→ **Prompt**
Could you reproduce all of the entries below without a single change?
★ ★ ★ ★ ★ ★ ★
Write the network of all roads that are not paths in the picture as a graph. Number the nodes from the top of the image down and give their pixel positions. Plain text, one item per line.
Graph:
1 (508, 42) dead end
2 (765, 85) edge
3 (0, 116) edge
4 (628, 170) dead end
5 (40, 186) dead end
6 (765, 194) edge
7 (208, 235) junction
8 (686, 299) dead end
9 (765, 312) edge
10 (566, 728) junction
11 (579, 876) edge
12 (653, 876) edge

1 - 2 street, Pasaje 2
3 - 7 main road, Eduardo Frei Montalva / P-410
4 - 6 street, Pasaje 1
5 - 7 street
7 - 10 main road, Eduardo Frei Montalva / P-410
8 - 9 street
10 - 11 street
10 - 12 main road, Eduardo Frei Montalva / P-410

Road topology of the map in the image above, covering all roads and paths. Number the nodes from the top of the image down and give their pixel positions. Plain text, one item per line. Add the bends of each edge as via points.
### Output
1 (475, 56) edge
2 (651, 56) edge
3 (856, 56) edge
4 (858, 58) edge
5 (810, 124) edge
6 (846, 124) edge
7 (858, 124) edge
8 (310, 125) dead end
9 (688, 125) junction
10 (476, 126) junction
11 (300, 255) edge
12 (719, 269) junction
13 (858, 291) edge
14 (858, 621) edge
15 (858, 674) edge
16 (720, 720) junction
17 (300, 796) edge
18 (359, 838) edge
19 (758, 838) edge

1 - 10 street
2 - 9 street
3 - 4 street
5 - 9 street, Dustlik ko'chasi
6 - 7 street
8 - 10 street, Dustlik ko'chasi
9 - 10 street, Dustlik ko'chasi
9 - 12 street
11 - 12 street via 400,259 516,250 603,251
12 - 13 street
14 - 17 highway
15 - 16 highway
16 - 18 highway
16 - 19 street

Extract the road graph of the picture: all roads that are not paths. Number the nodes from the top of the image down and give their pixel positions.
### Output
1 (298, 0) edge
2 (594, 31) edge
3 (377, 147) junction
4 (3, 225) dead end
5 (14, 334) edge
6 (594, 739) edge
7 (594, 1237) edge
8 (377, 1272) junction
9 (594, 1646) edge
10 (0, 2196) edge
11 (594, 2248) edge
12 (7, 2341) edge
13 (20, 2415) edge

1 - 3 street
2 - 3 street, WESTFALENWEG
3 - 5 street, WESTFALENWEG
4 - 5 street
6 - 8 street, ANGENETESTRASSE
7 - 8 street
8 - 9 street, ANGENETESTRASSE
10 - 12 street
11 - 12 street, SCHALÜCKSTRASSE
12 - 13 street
★ ★ ★ ★ ★ ★ ★
→ **Result of this exercise**
Write the network of all roads that are not paths in the picture as a graph. Number the nodes from the top of the image down and give their pixel positions. Plain text, one item per line.
Graph:
1 (508, 42) dead end
2 (765, 85) edge
3 (0, 116) edge
4 (628, 170) dead end
5 (40, 186) dead end
6 (765, 194) edge
7 (208, 235) junction
8 (686, 299) dead end
9 (765, 312) edge
10 (566, 728) junction
11 (579, 876) edge
12 (653, 876) edge

1 - 2 street, Pasaje 2
3 - 7 main road, Eduardo Frei Montalva / P-410
4 - 6 street, Pasaje 1
5 - 7 street
7 - 10 main road, Eduardo Frei Montalva / P-410
8 - 9 street
10 - 11 street
10 - 12 main road, Eduardo Frei Montalva / P-410

Road topology of the map in the image above, covering all roads and paths. Number the nodes from the top of the image down and give their pixel positions. Plain text, one item per line. Add the bends of each edge as via points.
### Output
1 (475, 56) edge
2 (651, 56) edge
3 (856, 56) edge
4 (858, 58) edge
5 (810, 124) edge
6 (846, 124) edge
7 (858, 124) edge
8 (310, 125) dead end
9 (688, 125) junction
10 (476, 126) junction
11 (300, 255) edge
12 (719, 269) junction
13 (858, 291) edge
14 (858, 621) edge
15 (858, 674) edge
16 (720, 720) junction
17 (300, 796) edge
18 (359, 838) edge
19 (758, 838) edge

1 - 10 street
2 - 9 street
3 - 4 street
5 - 9 street, Dustlik ko'chasi
6 - 7 street
8 - 10 street, Dustlik ko'chasi
9 - 10 street, Dustlik ko'chasi
9 - 12 street
11 - 12 street via 400,259 516,250 603,251
12 - 13 street
14 - 17 highway
15 - 16 highway
16 - 18 highway
16 - 19 street

Extract the road graph of the picture: all roads that are not paths. Number the nodes from the top of the image down and give their pixel positions.
### Output
1 (298, 0) edge
2 (594, 31) edge
3 (377, 147) junction
4 (3, 225) dead end
5 (14, 334) edge
6 (594, 739) edge
7 (594, 1237) edge
8 (377, 1272) junction
9 (594, 1646) edge
10 (0, 2196) edge
11 (594, 2248) edge
12 (7, 2341) edge
13 (20, 2415) edge

1 - 3 street
2 - 3 street, WESTFALENWEG
3 - 5 street, WESTFALENWEG
4 - 5 street
6 - 8 street, ANGENETESTRASSE
7 - 8 street
8 - 9 street, ANGENETESTRASSE
10 - 12 street
11 - 12 street, SCHALÜCKSTRASSE
12 - 13 street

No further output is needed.